If this exon-skipping drug is approved, she estimates 15 percent of boys with Duchenne could be helped, those with the type that skips exon 51. As a class of drugs, they could help up to 85 percent of boys with the disease.
Stock prices for its manufacturer, Sarepta Therapeutics. , have soared.
If Sarepta Therapeutics can get accelerated approval, the drug could be available in six to nine months, according to McNary. Otherwise, the wait could be four or five years -- too late for Austin.
"We are very encouraged by the data we have seen to date," said Chris Garabedian, president and CEO of Sarepta Therapeutics, which makes the drug and is pressing the FDA to take action.
"If we start using the drug earlier in patients, we might be able to stabilize whatever state they are in for a longer period of time," said Garabedian. "We are not going to end up creating Olympic athletes from this drug, but we are encouraged this could really halt or slow the progression."
McNary is reaching out to media and online petition sites to encourage as many people as possible to write letters of support to the FDA.
But as she waits approval, Austin gets weaker. In the last few months, he has lost all upper body control and must be lifted 100 percent of the time.
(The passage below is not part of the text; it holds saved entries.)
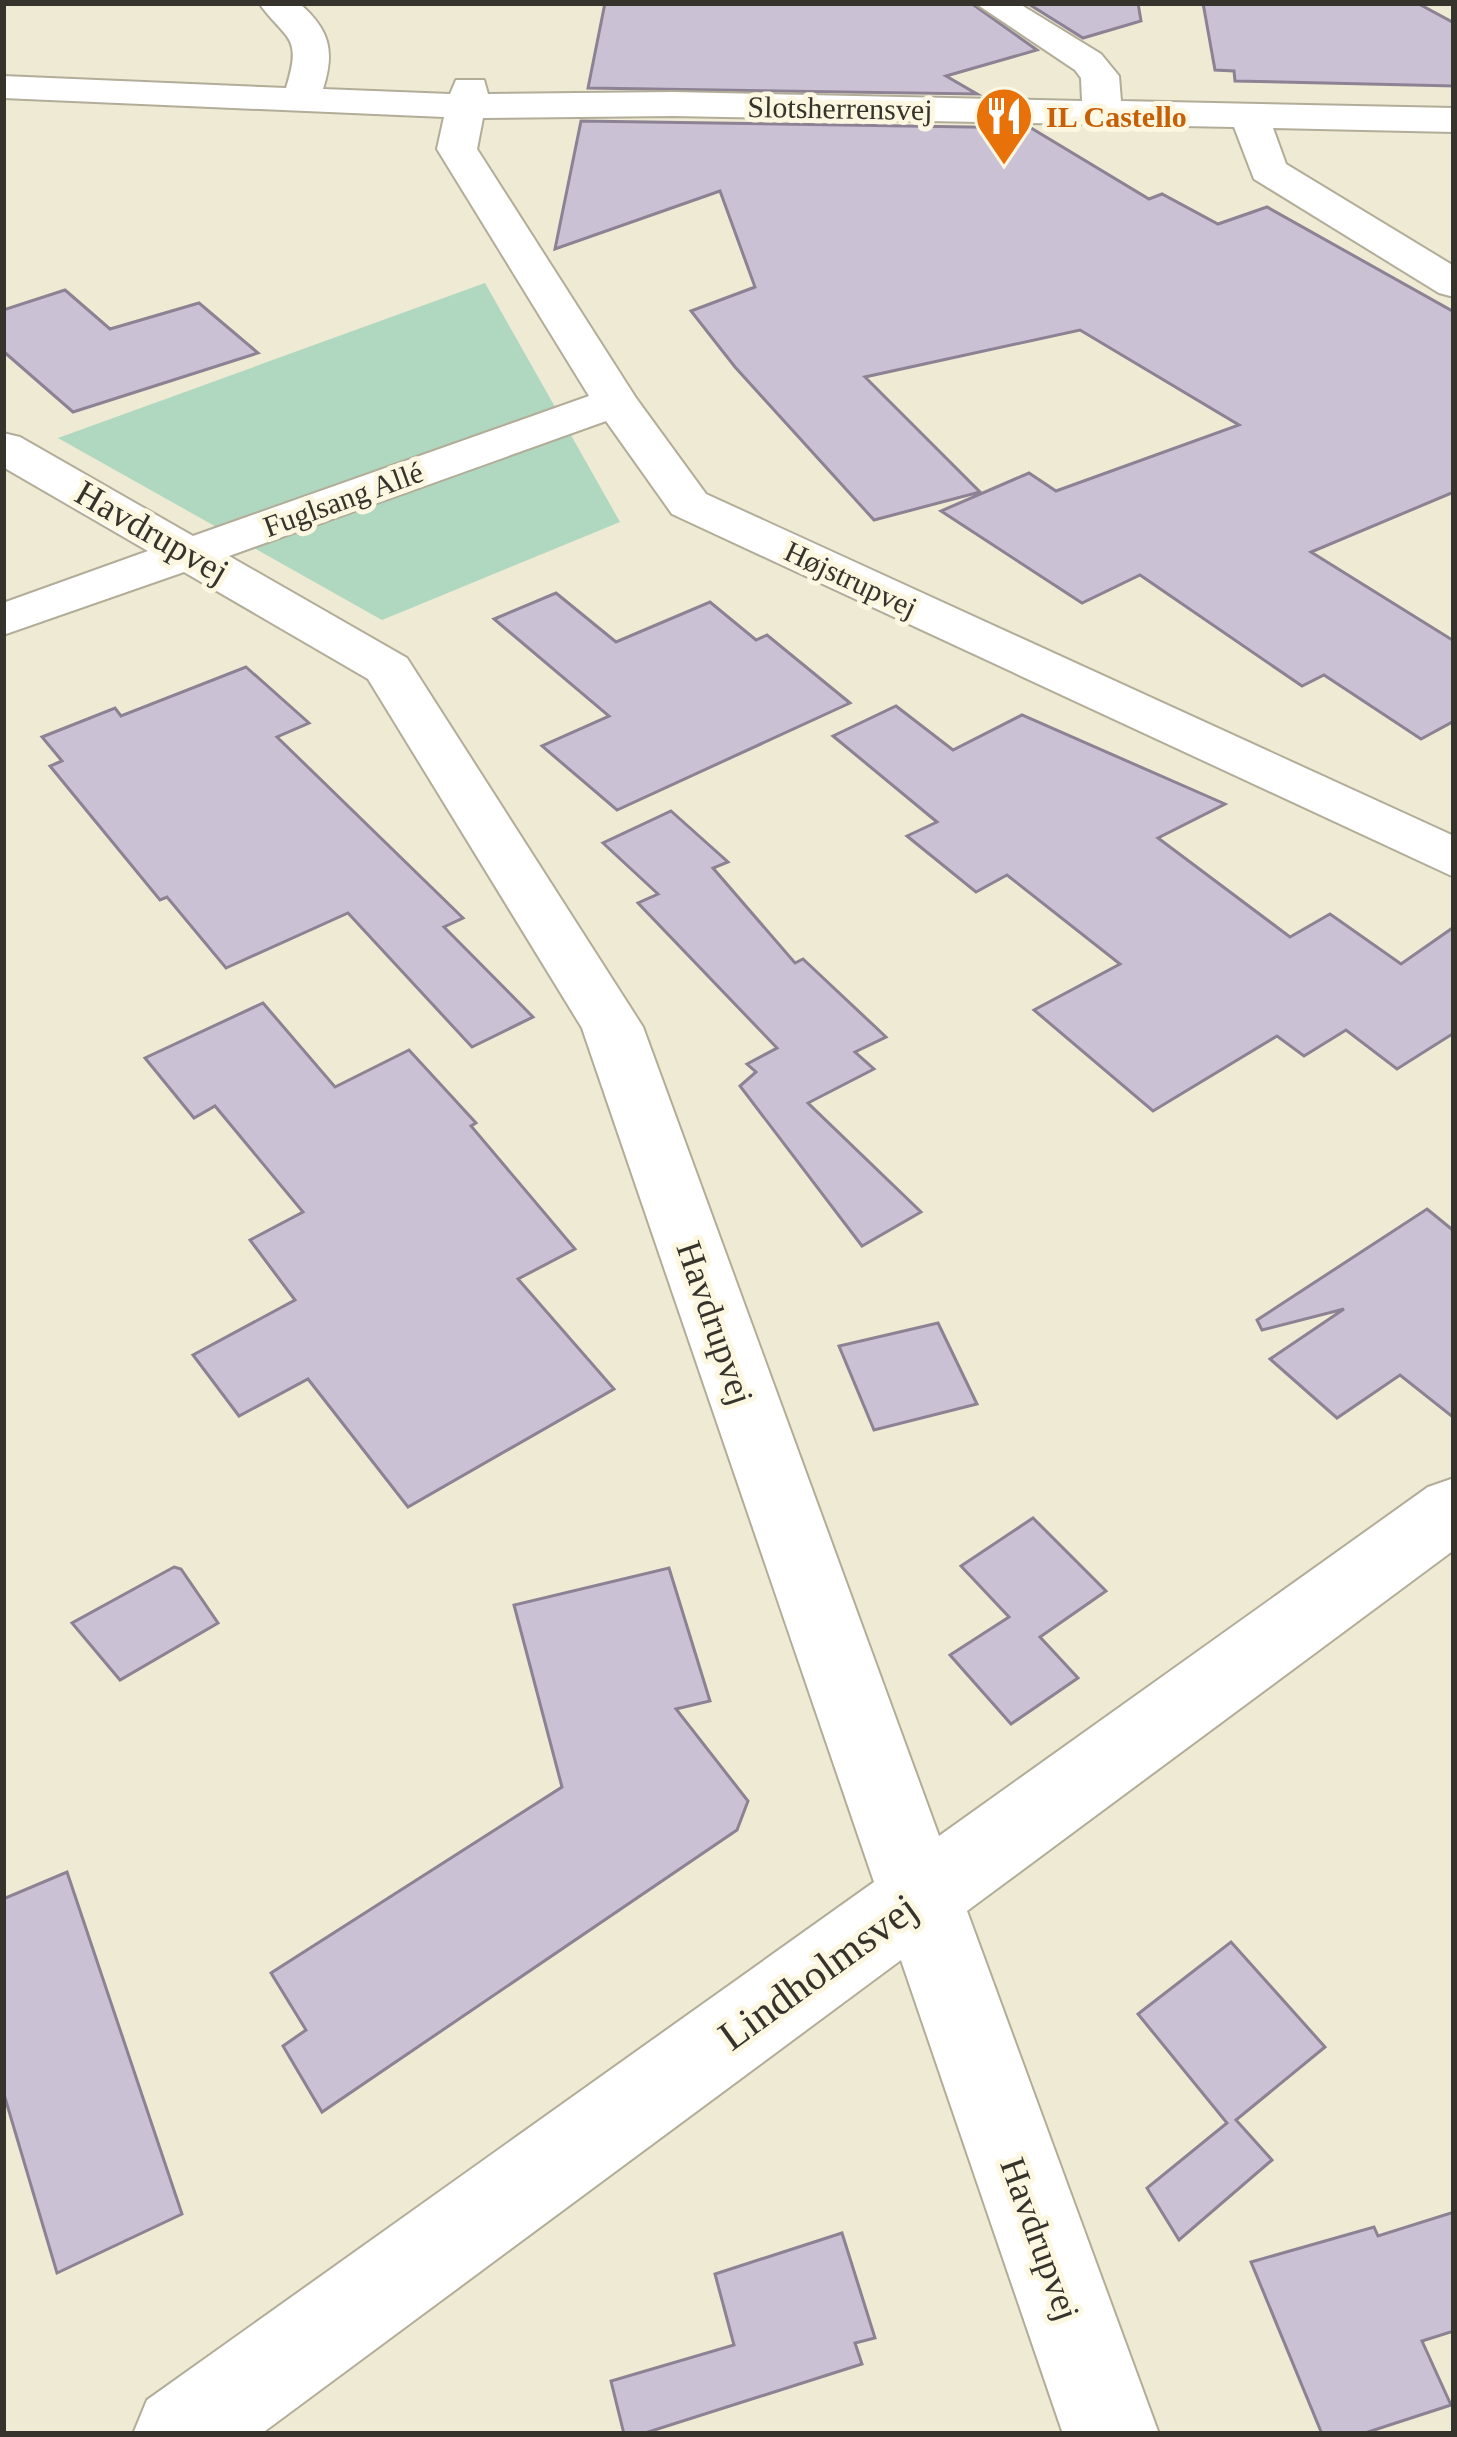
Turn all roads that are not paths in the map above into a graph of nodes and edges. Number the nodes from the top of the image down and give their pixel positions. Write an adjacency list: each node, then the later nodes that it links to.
1 (277, 3): 4 (street)
2 (993, 3): 6 (street)
3 (3, 87): 4 (street, Slotsherrensvej)
4 (302, 94): 5 (street, Slotsherrensvej)
5 (467, 98): 6 (street, Slotsherrensvej); 10 (street, Højstrupvej)
6 (1102, 114): 7 (street, Slotsherrensvej)
7 (1250, 117): 8 (street, Slotsherrensvej); 9 (street)
8 (1454, 124)
9 (1454, 284)
10 (616, 402): 12 (street, Fuglsang Allé); 14 (street, Højstrupvej)
11 (3, 447): 12 (street, Havdrupvej)
12 (190, 554): 13 (street, Fuglsang Allé); 16 (street, Havdrupvej)
13 (3, 620)
14 (1454, 858)
15 (1454, 1510): 16 (street, Lindholmsvej)
16 (918, 1900): 17 (street, Lindholmsvej); 18 (street, Havdrupvej)
17 (181, 2434)
18 (1111, 2434)

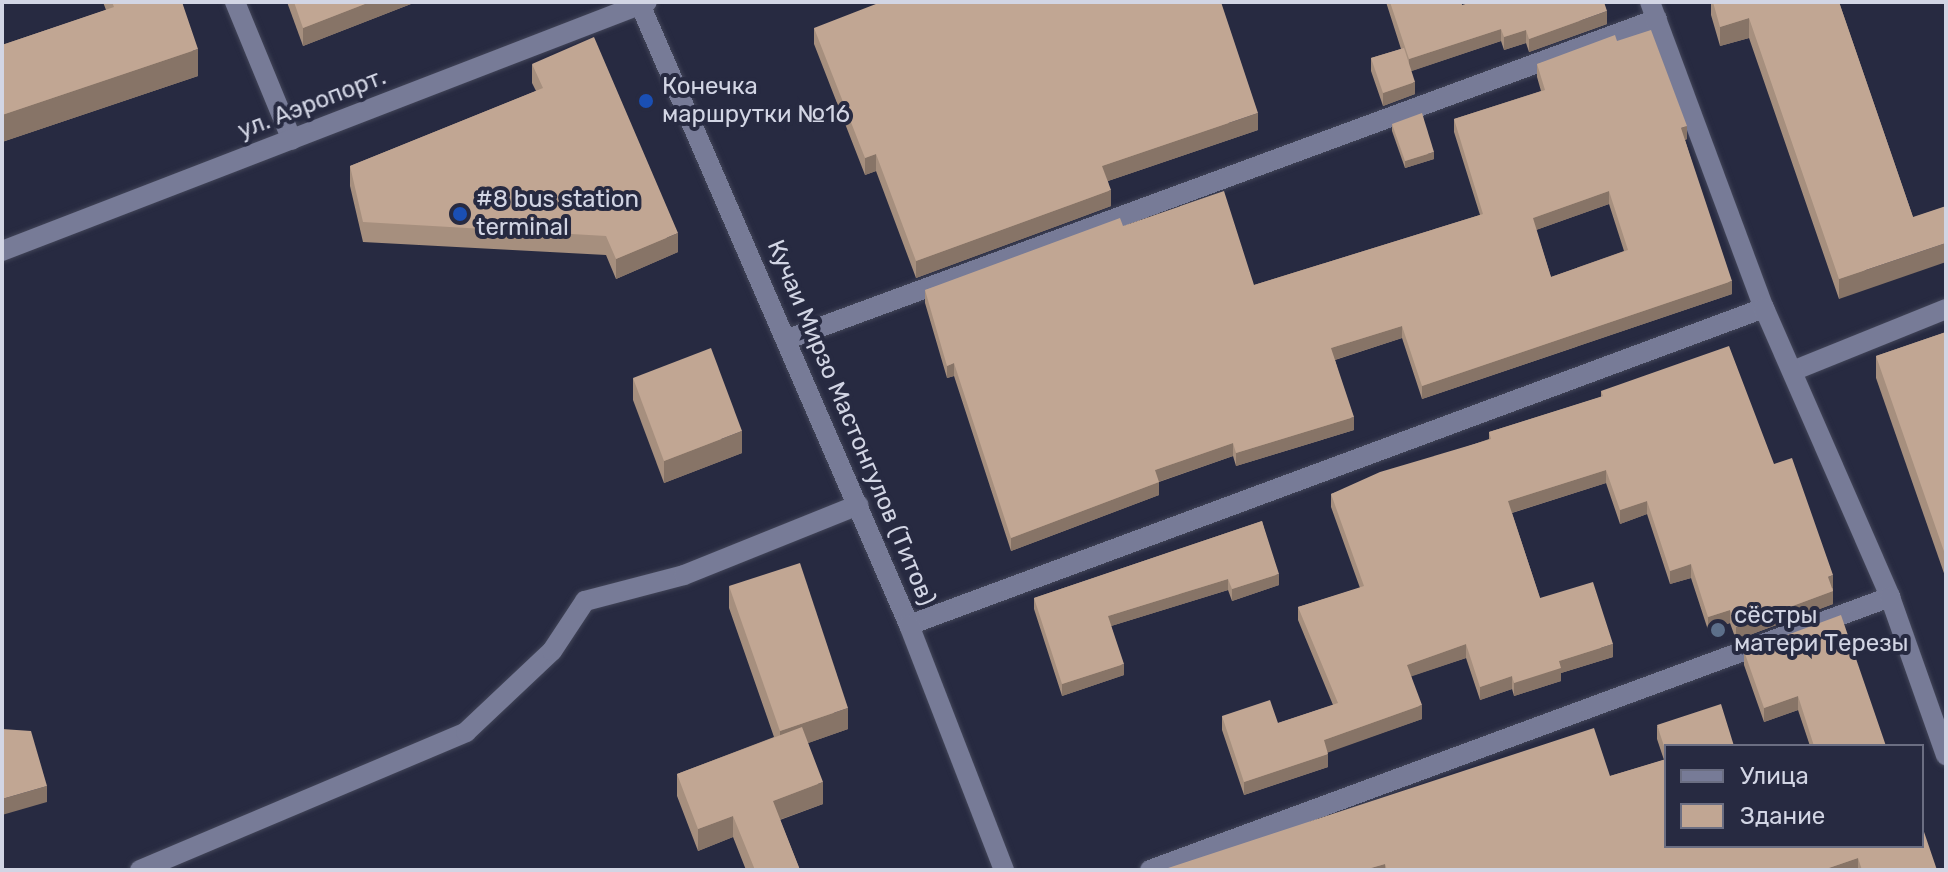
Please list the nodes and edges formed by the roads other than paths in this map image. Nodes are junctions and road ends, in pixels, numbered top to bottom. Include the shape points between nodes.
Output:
1 (235, 2) edge
2 (642, 3) edge
3 (1653, 11) edge
4 (292, 140) junction
5 (2, 251) edge
6 (1764, 308) junction
7 (1946, 309) edge
8 (788, 339) junction
9 (1795, 370) junction
10 (858, 505) junction
11 (1890, 597) junction
12 (909, 625) junction
13 (1946, 755) edge
14 (140, 870) edge
15 (1004, 870) edge
16 (1150, 870) edge

1 - 4 street
2 - 4 street, ул. Аэропорт.
2 - 8 street, Кучаи Мирзо Мастонгулов (Титов)
3 - 6 street
3 - 8 street
4 - 5 street, ул. Аэропорт.
6 - 9 street
6 - 12 street
7 - 9 street
8 - 10 street, Кучаи Мирзо Мастонгулов (Титов)
9 - 11 street
10 - 12 street, Кучаи Мирзо Мастонгулов (Титов)
10 - 14 street via 684,575 585,601 552,651 466,732
11 - 13 street
11 - 16 street
12 - 15 street, Кучаи Мирзо Мастонгулов (Титов)

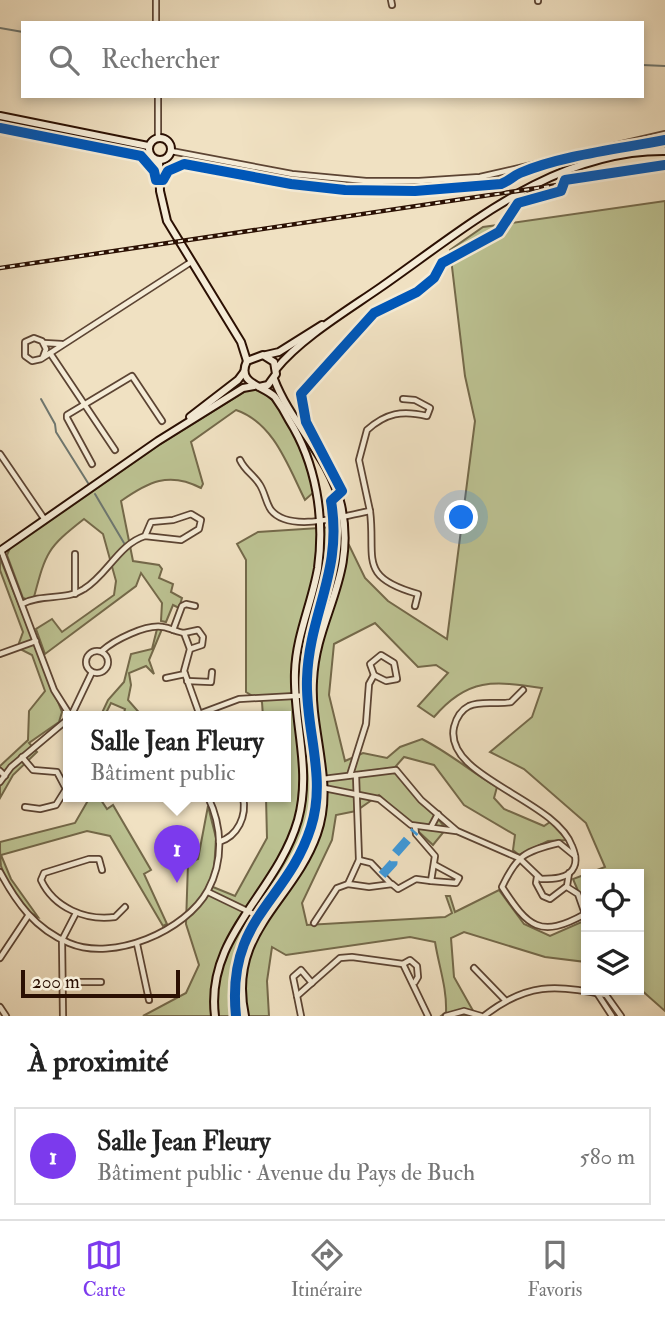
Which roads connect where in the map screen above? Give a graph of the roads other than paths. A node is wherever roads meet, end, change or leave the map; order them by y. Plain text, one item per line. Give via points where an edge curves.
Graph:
1 (156, 0) edge
2 (156, 21) edge
3 (158, 98) edge
4 (0, 116) edge
5 (665, 134) edge
6 (158, 138) junction
7 (148, 146) junction
8 (171, 150) junction
9 (665, 151) edge
10 (159, 161) junction
11 (191, 262) junction
12 (348, 310) junction
13 (241, 342) junction
14 (44, 343) junction
15 (66, 343) junction
16 (50, 354) junction
17 (257, 355) junction
18 (266, 355) junction
19 (43, 357) junction
20 (247, 361) junction
21 (276, 369) junction
22 (244, 372) junction
23 (274, 379) junction
24 (257, 386) junction
25 (402, 399) dead end
26 (84, 406) junction
27 (162, 421) dead end
28 (158, 441) junction
29 (115, 450) dead end
30 (1, 457) edge
31 (240, 460) dead end
32 (92, 464) dead end
33 (370, 511) junction
34 (343, 516) junction
35 (44, 520) junction
36 (320, 523) junction
37 (145, 536) junction
38 (0, 551) edge
39 (75, 554) dead end
40 (75, 594) junction
41 (22, 604) junction
42 (195, 606) dead end
43 (415, 606) dead end
44 (173, 630) junction
45 (184, 633) junction
46 (36, 641) junction
47 (190, 649) junction
48 (102, 651) junction
49 (0, 654) edge
50 (92, 672) junction
51 (212, 672) dead end
52 (185, 674) junction
53 (374, 675) junction
54 (166, 678) dead end
55 (187, 681) junction
56 (523, 690) dead end
57 (296, 695) junction
58 (313, 695) junction
59 (66, 711) edge
60 (73, 711) edge
61 (198, 711) edge
62 (205, 711) edge
63 (63, 723) edge
64 (22, 757) junction
65 (0, 771) edge
66 (353, 775) junction
67 (5, 776) junction
68 (323, 779) junction
69 (0, 782) edge
70 (63, 783) edge
71 (324, 788) junction
72 (63, 794) edge
73 (358, 795) junction
74 (210, 802) edge
75 (244, 802) edge
76 (25, 807) dead end
77 (438, 814) junction
78 (415, 825) junction
79 (432, 827) junction
80 (457, 831) junction
81 (219, 842) junction
82 (575, 857) junction
83 (519, 858) junction
84 (359, 860) junction
85 (435, 865) junction
86 (103, 870) dead end
87 (0, 872) edge
88 (569, 873) junction
89 (537, 877) junction
90 (433, 881) junction
91 (348, 884) junction
92 (392, 884) junction
93 (567, 887) junction
94 (208, 891) junction
95 (125, 907) dead end
96 (248, 911) junction
97 (76, 912) junction
98 (27, 916) junction
99 (264, 919) junction
100 (314, 923) dead end
101 (62, 940) junction
102 (137, 944) junction
103 (2, 947) edge
104 (0, 958) edge
105 (403, 964) junction
106 (474, 968) dead end
107 (62, 982) junction
108 (101, 982) dead end
109 (312, 983) junction
110 (414, 983) junction
111 (581, 989) edge
112 (598, 995) edge
113 (606, 995) edge
114 (297, 996) junction
115 (149, 1000) dead end
116 (505, 1000) junction
117 (0, 1007) edge
118 (6, 1016) edge
119 (64, 1016) edge
120 (215, 1016) edge
121 (245, 1016) edge
122 (302, 1016) edge
123 (428, 1016) edge
124 (446, 1016) edge
125 (482, 1016) edge
126 (612, 1016) edge
127 (621, 1016) edge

Just recently, he was diagnosed with sleep apnea and must go on a nighttime machine to keep his lungs inflated.
Austin keeps his spirits high, according to McNary.
On Halloween, he dressed his wheelchair up as a hot dog stand, carrying his dachshund in a cloth bun. And just recently, his father and uncle took him hunting. They held up the gun for Austin and he shot his first buck -- an eight-pointer.
McNary is convinced that if the FDA can move on approving the drug that has healed Max, it can also help Austin.
Until then, he's "hanging in there," she said. "He has a huge zest for life."